• [WHAT IS EXPECTED]: An exact copy of all the records is the expected answer.

• [DATA RECORDS]:
**********

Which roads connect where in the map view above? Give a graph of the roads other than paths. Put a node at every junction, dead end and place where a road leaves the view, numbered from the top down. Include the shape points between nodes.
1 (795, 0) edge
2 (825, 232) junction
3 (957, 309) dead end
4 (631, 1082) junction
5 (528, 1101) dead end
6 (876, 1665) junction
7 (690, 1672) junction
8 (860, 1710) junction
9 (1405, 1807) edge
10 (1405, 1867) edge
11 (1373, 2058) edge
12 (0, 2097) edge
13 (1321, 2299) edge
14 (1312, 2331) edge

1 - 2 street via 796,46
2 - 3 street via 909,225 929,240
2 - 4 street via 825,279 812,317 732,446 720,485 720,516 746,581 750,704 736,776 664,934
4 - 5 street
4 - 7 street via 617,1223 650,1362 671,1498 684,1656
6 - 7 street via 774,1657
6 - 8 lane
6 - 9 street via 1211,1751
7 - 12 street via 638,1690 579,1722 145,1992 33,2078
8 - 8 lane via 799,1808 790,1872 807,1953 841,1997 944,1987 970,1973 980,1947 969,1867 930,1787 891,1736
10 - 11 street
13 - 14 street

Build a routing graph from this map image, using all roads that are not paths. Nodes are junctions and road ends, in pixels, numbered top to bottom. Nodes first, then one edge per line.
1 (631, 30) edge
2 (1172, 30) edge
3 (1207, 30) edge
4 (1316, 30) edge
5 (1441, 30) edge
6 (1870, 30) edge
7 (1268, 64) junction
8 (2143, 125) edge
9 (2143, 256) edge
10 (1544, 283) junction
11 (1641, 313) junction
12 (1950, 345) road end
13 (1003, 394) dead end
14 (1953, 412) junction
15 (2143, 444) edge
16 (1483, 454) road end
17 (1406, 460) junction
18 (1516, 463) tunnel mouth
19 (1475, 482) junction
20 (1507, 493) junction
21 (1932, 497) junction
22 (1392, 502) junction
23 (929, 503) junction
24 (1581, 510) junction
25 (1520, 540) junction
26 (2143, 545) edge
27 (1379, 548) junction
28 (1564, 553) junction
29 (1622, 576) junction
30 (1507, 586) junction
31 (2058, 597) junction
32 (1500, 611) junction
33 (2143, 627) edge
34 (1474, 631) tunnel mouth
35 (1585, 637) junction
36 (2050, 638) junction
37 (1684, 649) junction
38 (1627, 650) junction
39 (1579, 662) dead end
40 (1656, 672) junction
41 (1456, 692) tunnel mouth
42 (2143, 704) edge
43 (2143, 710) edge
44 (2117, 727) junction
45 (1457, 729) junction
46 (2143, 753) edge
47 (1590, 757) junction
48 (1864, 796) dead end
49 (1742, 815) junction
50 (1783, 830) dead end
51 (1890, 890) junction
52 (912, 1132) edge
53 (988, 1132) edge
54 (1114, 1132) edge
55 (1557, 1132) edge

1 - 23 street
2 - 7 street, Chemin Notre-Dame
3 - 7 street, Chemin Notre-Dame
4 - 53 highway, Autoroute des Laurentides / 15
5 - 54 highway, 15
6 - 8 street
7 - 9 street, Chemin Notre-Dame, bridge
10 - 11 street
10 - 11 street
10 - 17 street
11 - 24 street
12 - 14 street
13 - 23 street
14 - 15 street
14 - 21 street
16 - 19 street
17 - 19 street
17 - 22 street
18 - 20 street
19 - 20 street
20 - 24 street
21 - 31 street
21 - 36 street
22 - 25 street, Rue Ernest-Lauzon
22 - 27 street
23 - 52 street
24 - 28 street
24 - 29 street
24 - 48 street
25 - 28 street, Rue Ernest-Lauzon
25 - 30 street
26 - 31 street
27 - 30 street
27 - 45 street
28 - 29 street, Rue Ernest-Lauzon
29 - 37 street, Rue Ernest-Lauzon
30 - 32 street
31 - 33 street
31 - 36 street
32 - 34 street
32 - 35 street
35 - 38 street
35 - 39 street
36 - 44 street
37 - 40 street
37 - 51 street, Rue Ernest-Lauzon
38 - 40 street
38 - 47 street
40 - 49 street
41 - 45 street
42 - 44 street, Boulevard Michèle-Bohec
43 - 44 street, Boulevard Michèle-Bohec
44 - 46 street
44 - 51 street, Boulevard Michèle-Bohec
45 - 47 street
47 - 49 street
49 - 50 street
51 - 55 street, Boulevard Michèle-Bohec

**********

• [RESPONSE]:
Which roads connect where in the map view above? Give a graph of the roads other than paths. Put a node at every junction, dead end and place where a road leaves the view, numbered from the top down. Include the shape points between nodes.
1 (795, 0) edge
2 (825, 232) junction
3 (957, 309) dead end
4 (631, 1082) junction
5 (528, 1101) dead end
6 (876, 1665) junction
7 (690, 1672) junction
8 (860, 1710) junction
9 (1405, 1807) edge
10 (1405, 1867) edge
11 (1373, 2058) edge
12 (0, 2097) edge
13 (1321, 2299) edge
14 (1312, 2331) edge

1 - 2 street via 796,46
2 - 3 street via 909,225 929,240
2 - 4 street via 825,279 812,317 732,446 720,485 720,516 746,581 750,704 736,776 664,934
4 - 5 street
4 - 7 street via 617,1223 650,1362 671,1498 684,1656
6 - 7 street via 774,1657
6 - 8 lane
6 - 9 street via 1211,1751
7 - 12 street via 638,1690 579,1722 145,1992 33,2078
8 - 8 lane via 799,1808 790,1872 807,1953 841,1997 944,1987 970,1973 980,1947 969,1867 930,1787 891,1736
10 - 11 street
13 - 14 street

Build a routing graph from this map image, using all roads that are not paths. Nodes are junctions and road ends, in pixels, numbered top to bottom. Nodes first, then one edge per line.
1 (631, 30) edge
2 (1172, 30) edge
3 (1207, 30) edge
4 (1316, 30) edge
5 (1441, 30) edge
6 (1870, 30) edge
7 (1268, 64) junction
8 (2143, 125) edge
9 (2143, 256) edge
10 (1544, 283) junction
11 (1641, 313) junction
12 (1950, 345) road end
13 (1003, 394) dead end
14 (1953, 412) junction
15 (2143, 444) edge
16 (1483, 454) road end
17 (1406, 460) junction
18 (1516, 463) tunnel mouth
19 (1475, 482) junction
20 (1507, 493) junction
21 (1932, 497) junction
22 (1392, 502) junction
23 (929, 503) junction
24 (1581, 510) junction
25 (1520, 540) junction
26 (2143, 545) edge
27 (1379, 548) junction
28 (1564, 553) junction
29 (1622, 576) junction
30 (1507, 586) junction
31 (2058, 597) junction
32 (1500, 611) junction
33 (2143, 627) edge
34 (1474, 631) tunnel mouth
35 (1585, 637) junction
36 (2050, 638) junction
37 (1684, 649) junction
38 (1627, 650) junction
39 (1579, 662) dead end
40 (1656, 672) junction
41 (1456, 692) tunnel mouth
42 (2143, 704) edge
43 (2143, 710) edge
44 (2117, 727) junction
45 (1457, 729) junction
46 (2143, 753) edge
47 (1590, 757) junction
48 (1864, 796) dead end
49 (1742, 815) junction
50 (1783, 830) dead end
51 (1890, 890) junction
52 (912, 1132) edge
53 (988, 1132) edge
54 (1114, 1132) edge
55 (1557, 1132) edge

1 - 23 street
2 - 7 street, Chemin Notre-Dame
3 - 7 street, Chemin Notre-Dame
4 - 53 highway, Autoroute des Laurentides / 15
5 - 54 highway, 15
6 - 8 street
7 - 9 street, Chemin Notre-Dame, bridge
10 - 11 street
10 - 11 street
10 - 17 street
11 - 24 street
12 - 14 street
13 - 23 street
14 - 15 street
14 - 21 street
16 - 19 street
17 - 19 street
17 - 22 street
18 - 20 street
19 - 20 street
20 - 24 street
21 - 31 street
21 - 36 street
22 - 25 street, Rue Ernest-Lauzon
22 - 27 street
23 - 52 street
24 - 28 street
24 - 29 street
24 - 48 street
25 - 28 street, Rue Ernest-Lauzon
25 - 30 street
26 - 31 street
27 - 30 street
27 - 45 street
28 - 29 street, Rue Ernest-Lauzon
29 - 37 street, Rue Ernest-Lauzon
30 - 32 street
31 - 33 street
31 - 36 street
32 - 34 street
32 - 35 street
35 - 38 street
35 - 39 street
36 - 44 street
37 - 40 street
37 - 51 street, Rue Ernest-Lauzon
38 - 40 street
38 - 47 street
40 - 49 street
41 - 45 street
42 - 44 street, Boulevard Michèle-Bohec
43 - 44 street, Boulevard Michèle-Bohec
44 - 46 street
44 - 51 street, Boulevard Michèle-Bohec
45 - 47 street
47 - 49 street
49 - 50 street
51 - 55 street, Boulevard Michèle-Bohec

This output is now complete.